> **Given records**
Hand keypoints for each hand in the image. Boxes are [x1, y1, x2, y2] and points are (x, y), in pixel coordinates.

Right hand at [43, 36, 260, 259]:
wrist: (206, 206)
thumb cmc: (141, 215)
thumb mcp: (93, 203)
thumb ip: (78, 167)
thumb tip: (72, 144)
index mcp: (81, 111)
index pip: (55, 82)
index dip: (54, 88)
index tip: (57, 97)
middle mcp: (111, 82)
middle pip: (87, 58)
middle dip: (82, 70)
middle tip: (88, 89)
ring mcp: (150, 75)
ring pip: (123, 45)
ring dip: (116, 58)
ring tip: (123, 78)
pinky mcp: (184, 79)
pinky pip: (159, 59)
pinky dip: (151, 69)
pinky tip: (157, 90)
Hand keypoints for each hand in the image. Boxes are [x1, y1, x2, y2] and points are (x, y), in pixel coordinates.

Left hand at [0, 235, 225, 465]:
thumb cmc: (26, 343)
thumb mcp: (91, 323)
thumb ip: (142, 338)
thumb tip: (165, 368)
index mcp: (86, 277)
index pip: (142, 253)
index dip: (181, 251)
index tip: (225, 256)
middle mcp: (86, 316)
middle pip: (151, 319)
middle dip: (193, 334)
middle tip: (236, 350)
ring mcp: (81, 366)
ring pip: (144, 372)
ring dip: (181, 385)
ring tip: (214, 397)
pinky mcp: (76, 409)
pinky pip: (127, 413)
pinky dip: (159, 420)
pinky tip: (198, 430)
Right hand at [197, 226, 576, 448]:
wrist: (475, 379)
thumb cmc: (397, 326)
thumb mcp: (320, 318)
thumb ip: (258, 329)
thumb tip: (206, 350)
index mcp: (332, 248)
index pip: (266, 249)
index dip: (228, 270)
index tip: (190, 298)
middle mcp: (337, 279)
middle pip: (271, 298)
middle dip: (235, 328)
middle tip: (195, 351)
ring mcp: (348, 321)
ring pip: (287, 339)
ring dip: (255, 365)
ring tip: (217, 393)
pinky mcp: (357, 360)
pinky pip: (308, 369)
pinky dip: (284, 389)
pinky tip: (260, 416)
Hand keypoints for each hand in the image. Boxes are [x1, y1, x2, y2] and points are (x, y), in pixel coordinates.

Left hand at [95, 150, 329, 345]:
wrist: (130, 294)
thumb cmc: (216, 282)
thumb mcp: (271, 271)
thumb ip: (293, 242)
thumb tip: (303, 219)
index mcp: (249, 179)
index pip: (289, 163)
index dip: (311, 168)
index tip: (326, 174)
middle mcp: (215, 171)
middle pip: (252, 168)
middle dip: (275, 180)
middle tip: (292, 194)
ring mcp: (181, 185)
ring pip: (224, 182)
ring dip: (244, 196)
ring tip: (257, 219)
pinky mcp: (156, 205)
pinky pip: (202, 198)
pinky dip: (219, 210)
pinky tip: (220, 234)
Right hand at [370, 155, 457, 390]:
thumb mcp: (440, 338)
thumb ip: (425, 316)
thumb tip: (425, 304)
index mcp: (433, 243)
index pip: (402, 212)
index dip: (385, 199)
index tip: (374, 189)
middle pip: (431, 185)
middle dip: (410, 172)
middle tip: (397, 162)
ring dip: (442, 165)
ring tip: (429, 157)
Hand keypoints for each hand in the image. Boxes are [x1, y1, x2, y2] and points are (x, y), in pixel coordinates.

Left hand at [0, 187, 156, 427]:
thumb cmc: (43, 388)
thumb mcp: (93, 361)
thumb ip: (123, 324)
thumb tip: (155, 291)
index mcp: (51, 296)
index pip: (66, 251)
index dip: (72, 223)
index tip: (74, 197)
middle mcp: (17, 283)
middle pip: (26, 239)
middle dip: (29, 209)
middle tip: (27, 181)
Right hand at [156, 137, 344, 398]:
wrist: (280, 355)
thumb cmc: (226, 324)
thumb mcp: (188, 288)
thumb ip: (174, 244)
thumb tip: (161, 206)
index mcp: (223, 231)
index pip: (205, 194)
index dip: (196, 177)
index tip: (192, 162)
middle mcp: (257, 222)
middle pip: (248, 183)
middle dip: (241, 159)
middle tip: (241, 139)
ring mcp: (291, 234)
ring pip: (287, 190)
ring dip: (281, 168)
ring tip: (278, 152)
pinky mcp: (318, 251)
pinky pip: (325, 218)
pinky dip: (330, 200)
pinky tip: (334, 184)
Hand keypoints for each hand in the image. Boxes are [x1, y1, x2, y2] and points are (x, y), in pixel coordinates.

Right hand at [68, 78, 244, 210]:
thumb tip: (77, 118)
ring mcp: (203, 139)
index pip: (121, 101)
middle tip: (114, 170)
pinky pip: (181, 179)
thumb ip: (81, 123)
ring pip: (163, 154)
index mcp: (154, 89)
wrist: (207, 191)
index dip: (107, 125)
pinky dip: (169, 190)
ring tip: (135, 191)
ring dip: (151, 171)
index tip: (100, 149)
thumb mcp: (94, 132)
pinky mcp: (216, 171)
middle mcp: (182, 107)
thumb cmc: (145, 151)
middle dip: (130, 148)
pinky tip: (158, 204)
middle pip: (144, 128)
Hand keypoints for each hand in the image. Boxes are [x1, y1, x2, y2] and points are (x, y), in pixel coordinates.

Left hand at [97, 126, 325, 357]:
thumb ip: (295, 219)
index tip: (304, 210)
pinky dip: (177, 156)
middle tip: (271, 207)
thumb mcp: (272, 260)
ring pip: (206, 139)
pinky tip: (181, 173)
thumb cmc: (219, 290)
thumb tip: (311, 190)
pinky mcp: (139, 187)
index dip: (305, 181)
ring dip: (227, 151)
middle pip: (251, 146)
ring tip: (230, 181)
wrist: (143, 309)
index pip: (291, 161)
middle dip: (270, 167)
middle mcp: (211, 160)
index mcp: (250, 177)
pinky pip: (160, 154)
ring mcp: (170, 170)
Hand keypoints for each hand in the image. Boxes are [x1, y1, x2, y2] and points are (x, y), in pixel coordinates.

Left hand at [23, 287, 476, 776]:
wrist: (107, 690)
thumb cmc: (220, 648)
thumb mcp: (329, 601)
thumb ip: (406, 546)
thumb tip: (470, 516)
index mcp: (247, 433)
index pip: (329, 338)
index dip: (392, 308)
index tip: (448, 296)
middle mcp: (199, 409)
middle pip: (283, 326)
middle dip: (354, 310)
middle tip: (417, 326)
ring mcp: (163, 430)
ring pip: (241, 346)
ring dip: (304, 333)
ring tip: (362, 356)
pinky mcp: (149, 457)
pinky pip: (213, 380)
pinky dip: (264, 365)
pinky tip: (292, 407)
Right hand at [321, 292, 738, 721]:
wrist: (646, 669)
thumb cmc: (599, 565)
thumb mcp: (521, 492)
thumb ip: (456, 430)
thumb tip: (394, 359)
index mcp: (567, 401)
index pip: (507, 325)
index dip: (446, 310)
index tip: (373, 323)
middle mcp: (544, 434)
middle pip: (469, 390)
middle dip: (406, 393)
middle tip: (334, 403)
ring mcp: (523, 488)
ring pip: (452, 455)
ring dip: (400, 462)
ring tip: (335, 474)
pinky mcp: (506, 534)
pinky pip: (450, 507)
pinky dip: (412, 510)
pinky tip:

> **Instructions to follow**
Reproduce each entry exactly, with nothing missing.

> **Your response**
Hand keypoints for each hand in the image. Boxes are [x1, y1, x2, y2] and points are (x, y), in pixel coordinates.

Right hand at [43, 36, 260, 259]:
wrist: (206, 206)
thumb cmc: (141, 215)
thumb mcp: (93, 203)
thumb ip: (78, 167)
thumb tip: (72, 144)
index mcp: (81, 111)
index pip: (55, 82)
index dip: (54, 88)
index tip: (57, 97)
middle mcp: (111, 82)
middle pip: (87, 58)
middle dip: (82, 70)
middle tip: (88, 89)
ring mcp: (150, 75)
ring pip: (123, 45)
ring dip: (116, 58)
ring tip: (123, 78)
pinky mcp: (184, 79)
pinky pip: (159, 59)
pinky dip: (151, 69)
pinky tip: (157, 90)
Hand keypoints for each hand in the image. Boxes are [x1, y1, x2, y2] and points are (x, y), in pixel coordinates.

Left hand at [0, 235, 225, 465]:
thumb cmc: (26, 343)
thumb mcp: (91, 323)
thumb ip: (142, 338)
thumb tip: (165, 368)
index mcp: (86, 277)
index pip: (142, 253)
index dip: (181, 251)
index tip: (225, 256)
middle mcp: (86, 316)
middle pip: (151, 319)
middle dip: (193, 334)
middle tip: (236, 350)
ring mcp: (81, 366)
ring pip: (144, 372)
ring dip: (181, 385)
ring tip: (214, 397)
pinky mcp: (76, 409)
pinky pip: (127, 413)
pinky dip: (159, 420)
pinky tip: (198, 430)
Right hand at [197, 226, 576, 448]:
wrist: (475, 379)
thumb cmc: (397, 326)
thumb mcp: (320, 318)
thumb ip: (258, 329)
thumb tip: (206, 350)
index mcp: (332, 248)
index pip: (266, 249)
index dip: (228, 270)
index tip: (190, 298)
middle mcp: (337, 279)
middle pip: (271, 298)
middle dip: (235, 328)
middle tip: (195, 351)
ring mcp: (348, 321)
ring pip: (287, 339)
ring dip: (255, 365)
ring tip: (217, 393)
pinky mcp: (357, 360)
pinky pip: (308, 369)
pinky dip: (284, 389)
pinky tip: (260, 416)
Hand keypoints for each hand in the image. Boxes are [x1, y1, x2, y2] and points are (x, y), in pixel coordinates.

Left hand at [95, 150, 329, 345]:
wrist: (130, 294)
thumb cmc: (216, 282)
thumb mcp: (271, 271)
thumb ip: (293, 242)
thumb tip: (303, 219)
index mcp: (249, 179)
index pip: (289, 163)
index dip: (311, 168)
index tip: (326, 174)
middle mcp: (215, 171)
middle pip: (252, 168)
middle dip: (275, 180)
middle tip: (292, 194)
ring mcp: (181, 185)
ring pip: (224, 182)
ring dip: (244, 196)
ring tip: (257, 219)
pinky mcp: (156, 205)
pinky pip: (202, 198)
pinky dip: (219, 210)
pinky tip: (220, 234)
Right hand at [370, 155, 457, 390]:
thumb mcp: (440, 338)
thumb ip: (425, 316)
thumb tip: (425, 304)
index mcp: (433, 243)
index pip: (402, 212)
index dip: (385, 199)
index tip: (374, 189)
middle pip: (431, 185)
middle dip: (410, 172)
middle tip: (397, 162)
ring dip: (442, 165)
ring tip: (429, 157)
Hand keypoints for each hand in the image. Boxes are [x1, y1, x2, y2] and points are (x, y), in pixel coordinates.

Left hand at [0, 187, 156, 427]:
thumb cmc: (43, 388)
thumb mcp: (93, 361)
thumb ip: (123, 324)
thumb tip: (155, 291)
index mcp: (51, 296)
index pip: (66, 251)
index dip: (72, 223)
index tip: (74, 197)
middle mcp: (17, 283)
middle pip: (26, 239)
middle dip: (29, 209)
middle tip: (27, 181)
Right hand at [156, 137, 344, 398]:
wrist: (280, 355)
thumb cmc: (226, 324)
thumb mcp: (188, 288)
thumb ip: (174, 244)
thumb tip: (161, 206)
index mcp: (223, 231)
index pip: (205, 194)
index dip: (196, 177)
index tip: (192, 162)
middle mcp: (257, 222)
middle pip: (248, 183)
middle dip: (241, 159)
middle tip: (241, 139)
ring mcp: (291, 234)
ring pip: (287, 190)
ring dip: (281, 168)
ring tip: (278, 152)
pinky mcp: (318, 251)
pinky pip: (325, 218)
pinky dip: (330, 200)
pinky tip: (334, 184)
Hand keypoints for each hand in the image. Boxes are [x1, y1, x2, y2] and points are (x, y), in pixel coordinates.

Right hand at [68, 78, 244, 210]:
thumb tip: (77, 118)
ring mcp: (203, 139)
index pip: (121, 101)
middle tip: (114, 170)
pinky pip: (181, 179)
thumb ip: (81, 123)
ring pip: (163, 154)
index mcp: (154, 89)
wrist: (207, 191)
index dip: (107, 125)
pinky dip: (169, 190)
ring tip: (135, 191)
ring dip: (151, 171)
index tip: (100, 149)
thumb mcp: (94, 132)
pinky mcp: (216, 171)
middle mcp: (182, 107)
thumb cmc: (145, 151)
middle dip: (130, 148)
pinky tip: (158, 204)
middle pip: (144, 128)
Hand keypoints for each hand in the image. Boxes are [x1, y1, x2, y2] and points are (x, y), in pixel coordinates.

Left hand at [97, 126, 325, 357]:
thumb ip: (295, 219)
index tip: (304, 210)
pinky dip: (177, 156)
middle tip: (271, 207)
thumb mcp: (272, 260)
ring pip: (206, 139)
pinky tip: (181, 173)
thumb cmc: (219, 290)
thumb tip: (311, 190)
pinky mcp: (139, 187)
index dip: (305, 181)
ring dip: (227, 151)
middle pip: (251, 146)
ring tip: (230, 181)
wrist: (143, 309)
index pip: (291, 161)
middle dip: (270, 167)
middle mcp: (211, 160)
index mcp: (250, 177)
pinky pip: (160, 154)
ring mcp: (170, 170)
Hand keypoints for each hand in the image. Boxes are [x1, y1, x2, y2] and points are (x, y), in pixel coordinates.

Left hand at [23, 287, 476, 776]:
wrist: (107, 690)
thumb cmc: (220, 648)
thumb mcp: (329, 601)
thumb ip: (406, 546)
thumb tip: (470, 516)
index mcp: (247, 433)
index pip: (329, 338)
index dip: (392, 308)
index tip: (448, 296)
middle mcp: (199, 409)
middle pip: (283, 326)
middle dip: (354, 310)
middle tip: (417, 326)
ring mcp: (163, 430)
ring pip: (241, 346)
ring dip: (304, 333)
ring tip: (362, 356)
pinky mcp: (149, 457)
pinky pip: (213, 380)
pinky dip: (264, 365)
pinky tip: (292, 407)
Right hand at [321, 292, 738, 721]:
wrist: (646, 669)
thumb cmc: (599, 565)
thumb mcp: (521, 492)
thumb ip: (456, 430)
thumb tip: (394, 359)
index mcp: (567, 401)
index pip: (507, 325)
index dip: (446, 310)
index tip: (373, 323)
middle mcp: (544, 434)
middle pip: (469, 390)
middle dip: (406, 393)
middle tip: (334, 403)
ring mcp: (523, 488)
ring pip: (452, 455)
ring dip: (400, 462)
ring tip: (335, 474)
pinky mcp: (506, 534)
pinky pip: (450, 507)
pinky dip: (412, 510)
pinky tip:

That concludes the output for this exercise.